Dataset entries
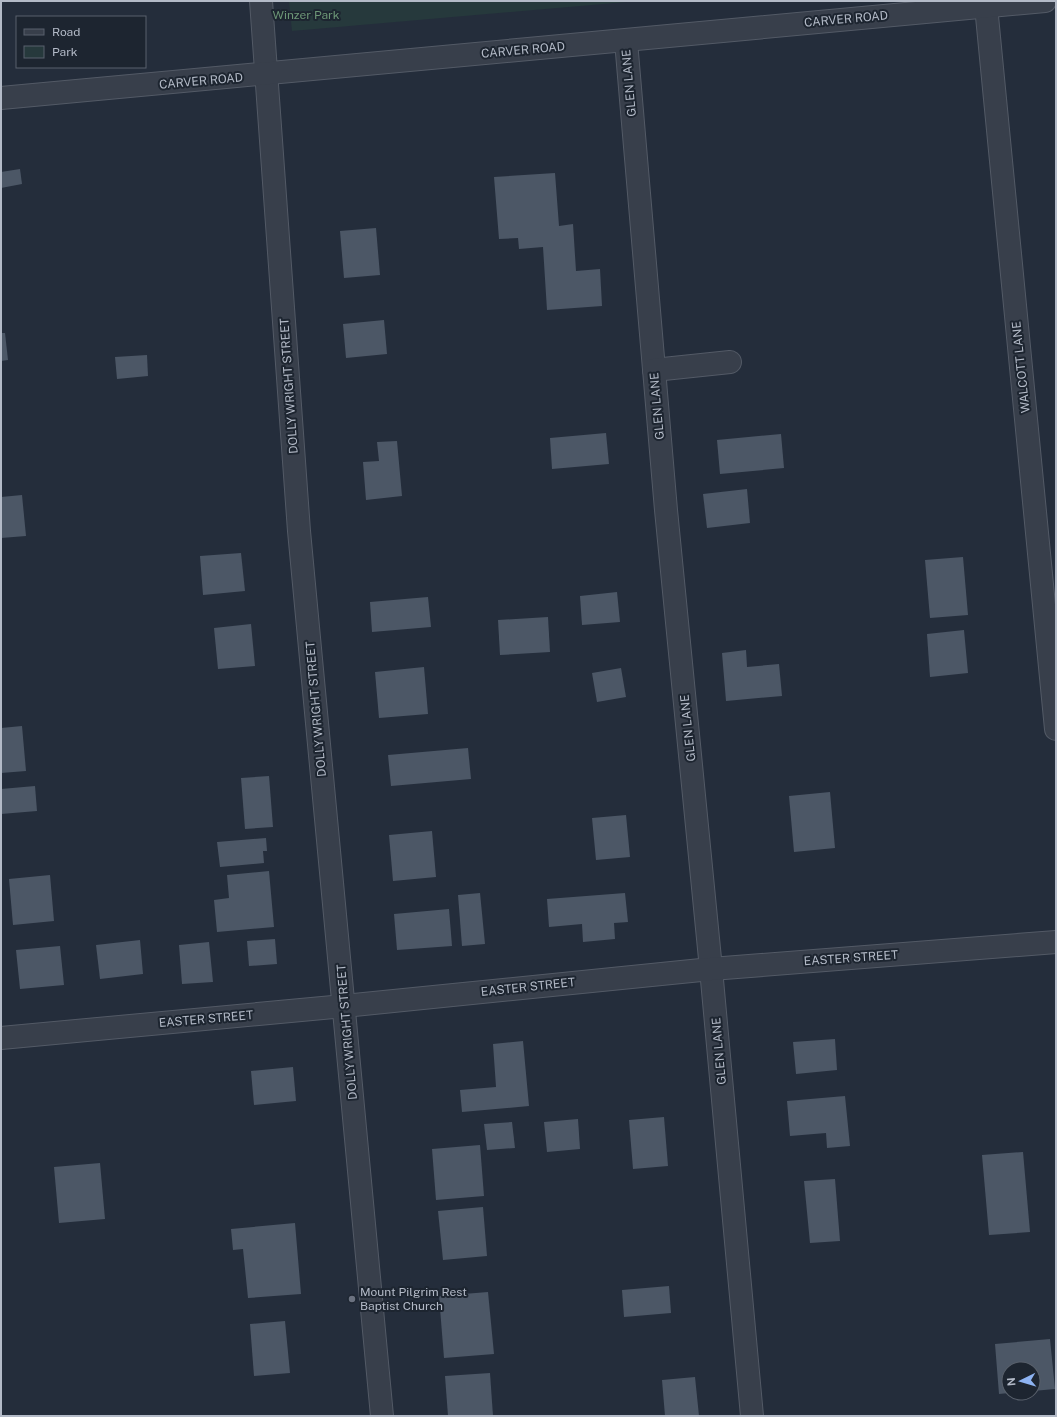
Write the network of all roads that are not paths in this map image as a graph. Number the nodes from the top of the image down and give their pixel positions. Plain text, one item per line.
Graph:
1 (261, 1) edge
2 (1045, 1) edge
3 (986, 6) junction
4 (626, 41) junction
5 (267, 75) junction
6 (1, 98) edge
7 (730, 362) dead end
8 (654, 370) junction
9 (1056, 729) edge
10 (1056, 942) edge
11 (711, 969) junction
12 (344, 1006) junction
13 (1, 1038) edge
14 (382, 1416) edge
15 (752, 1416) edge

1 - 5 street, DOLLY WRIGHT STREET
2 - 3 street, CARVER ROAD
3 - 4 street, CARVER ROAD
3 - 9 street, WALCOTT LANE
4 - 5 street, CARVER ROAD
4 - 8 street, GLEN LANE
5 - 6 street, CARVER ROAD
5 - 12 street, DOLLY WRIGHT STREET
7 - 8 street
8 - 11 street, GLEN LANE
10 - 11 street, EASTER STREET
11 - 12 street, EASTER STREET
11 - 15 street, GLEN LANE
12 - 13 street, EASTER STREET
12 - 14 street, DOLLY WRIGHT STREET

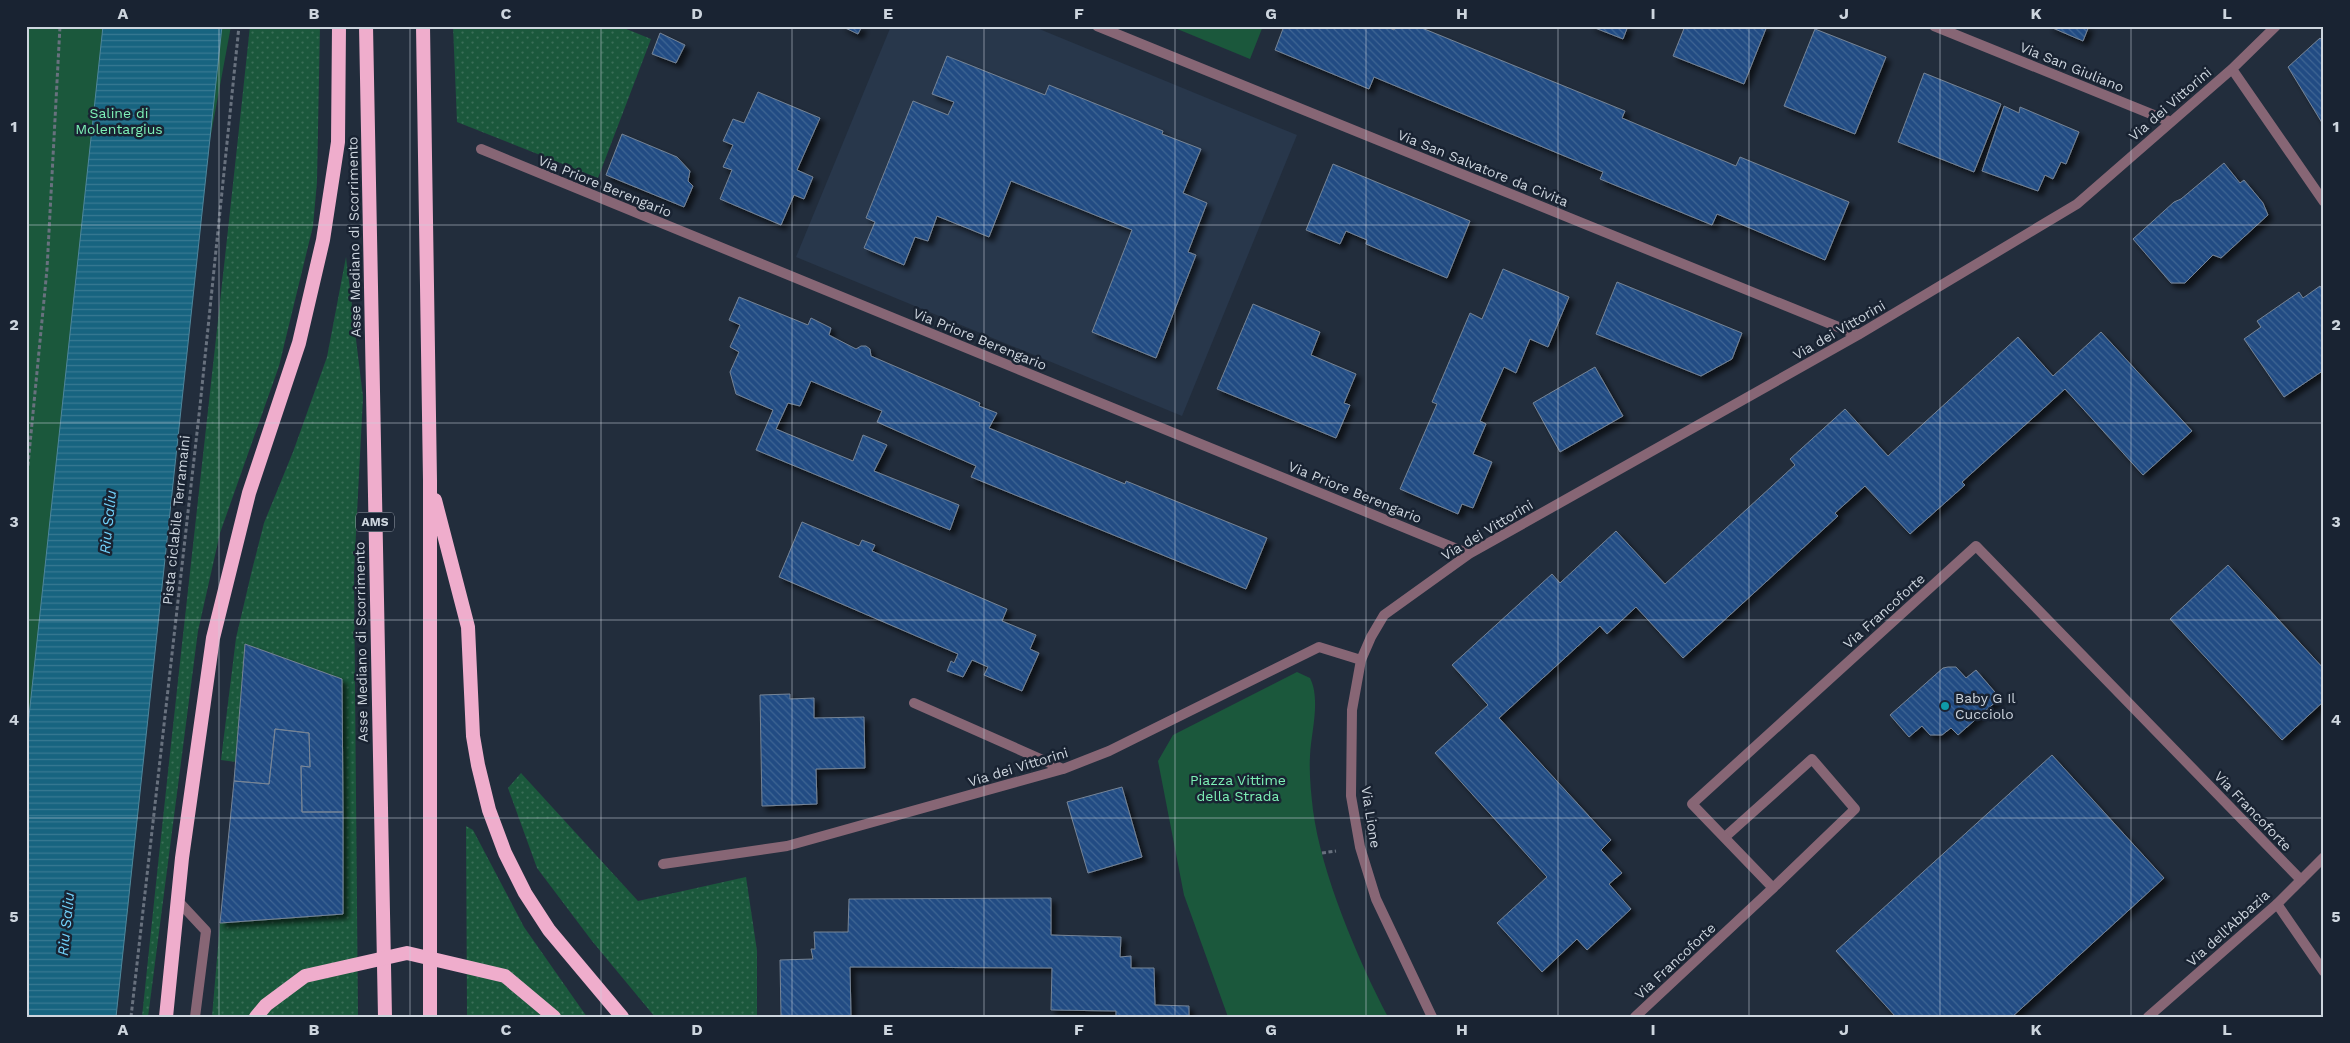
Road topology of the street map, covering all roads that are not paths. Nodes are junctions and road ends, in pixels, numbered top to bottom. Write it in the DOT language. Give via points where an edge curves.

Task instructions: A faithful copy of all the entries is required, pictures excluded.

Result for this exercise:
Write the network of all roads that are not paths in this map image as a graph. Number the nodes from the top of the image down and give their pixel positions. Plain text, one item per line.
Graph:
1 (261, 1) edge
2 (1045, 1) edge
3 (986, 6) junction
4 (626, 41) junction
5 (267, 75) junction
6 (1, 98) edge
7 (730, 362) dead end
8 (654, 370) junction
9 (1056, 729) edge
10 (1056, 942) edge
11 (711, 969) junction
12 (344, 1006) junction
13 (1, 1038) edge
14 (382, 1416) edge
15 (752, 1416) edge

1 - 5 street, DOLLY WRIGHT STREET
2 - 3 street, CARVER ROAD
3 - 4 street, CARVER ROAD
3 - 9 street, WALCOTT LANE
4 - 5 street, CARVER ROAD
4 - 8 street, GLEN LANE
5 - 6 street, CARVER ROAD
5 - 12 street, DOLLY WRIGHT STREET
7 - 8 street
8 - 11 street, GLEN LANE
10 - 11 street, EASTER STREET
11 - 12 street, EASTER STREET
11 - 15 street, GLEN LANE
12 - 13 street, EASTER STREET
12 - 14 street, DOLLY WRIGHT STREET

Road topology of the street map, covering all roads that are not paths. Nodes are junctions and road ends, in pixels, numbered top to bottom. Write it in the DOT language. Give via points where an edge curves.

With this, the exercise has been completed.